Write out the data word for word and drop any picture you find.

==== RECORDS SUPPLIED

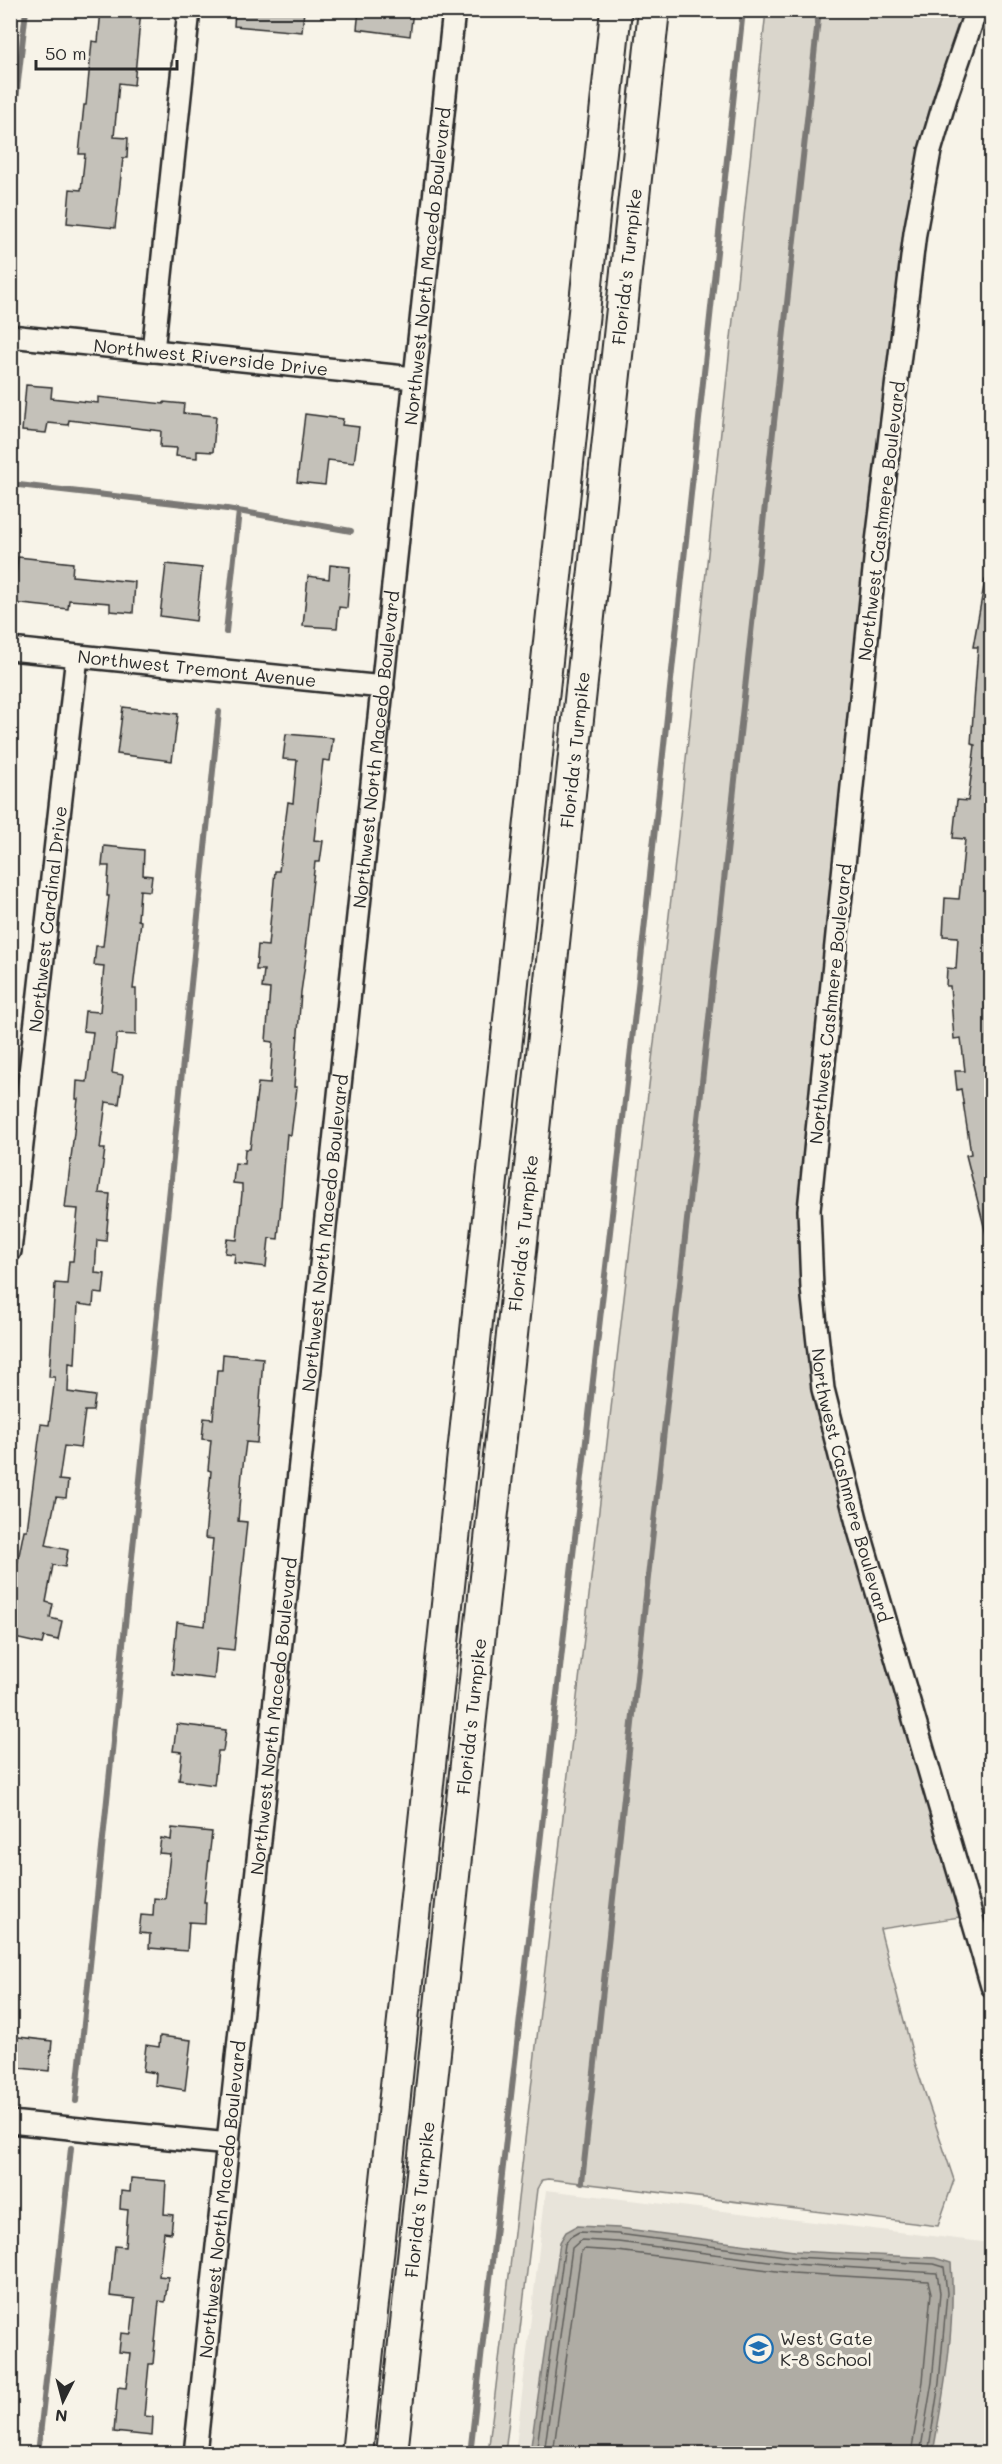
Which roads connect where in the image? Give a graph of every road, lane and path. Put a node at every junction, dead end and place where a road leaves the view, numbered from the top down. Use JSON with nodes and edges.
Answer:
{"nodes":[{"id":1,"x":189,"y":10,"type":"edge"},
{"id":2,"x":454,"y":10,"type":"edge"},
{"id":3,"x":616,"y":10,"type":"edge"},
{"id":4,"x":654,"y":10,"type":"edge"},
{"id":5,"x":976,"y":10,"type":"edge"},
{"id":6,"x":10,"y":336,"type":"edge"},
{"id":7,"x":153,"y":351,"type":"junction"},
{"id":8,"x":414,"y":378,"type":"junction"},
{"id":9,"x":10,"y":649,"type":"edge"},
{"id":10,"x":77,"y":656,"type":"junction"},
{"id":11,"x":383,"y":687,"type":"junction"},
{"id":12,"x":10,"y":1251,"type":"edge"},
{"id":13,"x":420,"y":1872,"type":"junction"},
{"id":14,"x":454,"y":1875,"type":"junction"},
{"id":15,"x":986,"y":1951,"type":"edge"},
{"id":16,"x":991,"y":1986,"type":"edge"},
{"id":17,"x":10,"y":2122,"type":"edge"},
{"id":18,"x":229,"y":2144,"type":"junction"},
{"id":19,"x":195,"y":2454,"type":"edge"},
{"id":20,"x":357,"y":2454,"type":"edge"},
{"id":21,"x":392,"y":2454,"type":"edge"}],
"edges":[{"from":1,"to":7,"type":"street"},
{"from":2,"to":8,"type":"street","name":"Northwest North Macedo Boulevard"},
{"from":3,"to":13,"type":"highway","name":"Florida's Turnpike"},
{"from":4,"to":14,"type":"highway","name":"Florida's Turnpike"},
{"from":5,"to":15,"type":"street","name":"Northwest Cashmere Boulevard"},
{"from":6,"to":7,"type":"street","name":"Northwest Riverside Drive"},
{"from":7,"to":8,"type":"street","name":"Northwest Riverside Drive"},
{"from":8,"to":11,"type":"street","name":"Northwest North Macedo Boulevard"},
{"from":9,"to":10,"type":"street","name":"Northwest Tremont Avenue"},
{"from":10,"to":11,"type":"street","name":"Northwest Tremont Avenue"},
{"from":10,"to":12,"type":"street","name":"Northwest Cardinal Drive"},
{"from":11,"to":18,"type":"street","name":"Northwest North Macedo Boulevard"},
{"from":13,"to":14,"type":"street"},
{"from":13,"to":20,"type":"highway","name":"Florida's Turnpike"},
{"from":14,"to":21,"type":"highway","name":"Florida's Turnpike"},
{"from":15,"to":16,"type":"street","name":"Northwest Cashmere Boulevard"},
{"from":17,"to":18,"type":"street"},
{"from":18,"to":19,"type":"street","name":"Northwest North Macedo Boulevard"}]}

========

● **ANSWER AREA**:
Which roads connect where in the image? Give a graph of every road, lane and path. Put a node at every junction, dead end and place where a road leaves the view, numbered from the top down. Use JSON with nodes and edges.
Answer:
{"nodes":[{"id":1,"x":189,"y":10,"type":"edge"},
{"id":2,"x":454,"y":10,"type":"edge"},
{"id":3,"x":616,"y":10,"type":"edge"},
{"id":4,"x":654,"y":10,"type":"edge"},
{"id":5,"x":976,"y":10,"type":"edge"},
{"id":6,"x":10,"y":336,"type":"edge"},
{"id":7,"x":153,"y":351,"type":"junction"},
{"id":8,"x":414,"y":378,"type":"junction"},
{"id":9,"x":10,"y":649,"type":"edge"},
{"id":10,"x":77,"y":656,"type":"junction"},
{"id":11,"x":383,"y":687,"type":"junction"},
{"id":12,"x":10,"y":1251,"type":"edge"},
{"id":13,"x":420,"y":1872,"type":"junction"},
{"id":14,"x":454,"y":1875,"type":"junction"},
{"id":15,"x":986,"y":1951,"type":"edge"},
{"id":16,"x":991,"y":1986,"type":"edge"},
{"id":17,"x":10,"y":2122,"type":"edge"},
{"id":18,"x":229,"y":2144,"type":"junction"},
{"id":19,"x":195,"y":2454,"type":"edge"},
{"id":20,"x":357,"y":2454,"type":"edge"},
{"id":21,"x":392,"y":2454,"type":"edge"}],
"edges":[{"from":1,"to":7,"type":"street"},
{"from":2,"to":8,"type":"street","name":"Northwest North Macedo Boulevard"},
{"from":3,"to":13,"type":"highway","name":"Florida's Turnpike"},
{"from":4,"to":14,"type":"highway","name":"Florida's Turnpike"},
{"from":5,"to":15,"type":"street","name":"Northwest Cashmere Boulevard"},
{"from":6,"to":7,"type":"street","name":"Northwest Riverside Drive"},
{"from":7,"to":8,"type":"street","name":"Northwest Riverside Drive"},
{"from":8,"to":11,"type":"street","name":"Northwest North Macedo Boulevard"},
{"from":9,"to":10,"type":"street","name":"Northwest Tremont Avenue"},
{"from":10,"to":11,"type":"street","name":"Northwest Tremont Avenue"},
{"from":10,"to":12,"type":"street","name":"Northwest Cardinal Drive"},
{"from":11,"to":18,"type":"street","name":"Northwest North Macedo Boulevard"},
{"from":13,"to":14,"type":"street"},
{"from":13,"to":20,"type":"highway","name":"Florida's Turnpike"},
{"from":14,"to":21,"type":"highway","name":"Florida's Turnpike"},
{"from":15,"to":16,"type":"street","name":"Northwest Cashmere Boulevard"},
{"from":17,"to":18,"type":"street"},
{"from":18,"to":19,"type":"street","name":"Northwest North Macedo Boulevard"}]}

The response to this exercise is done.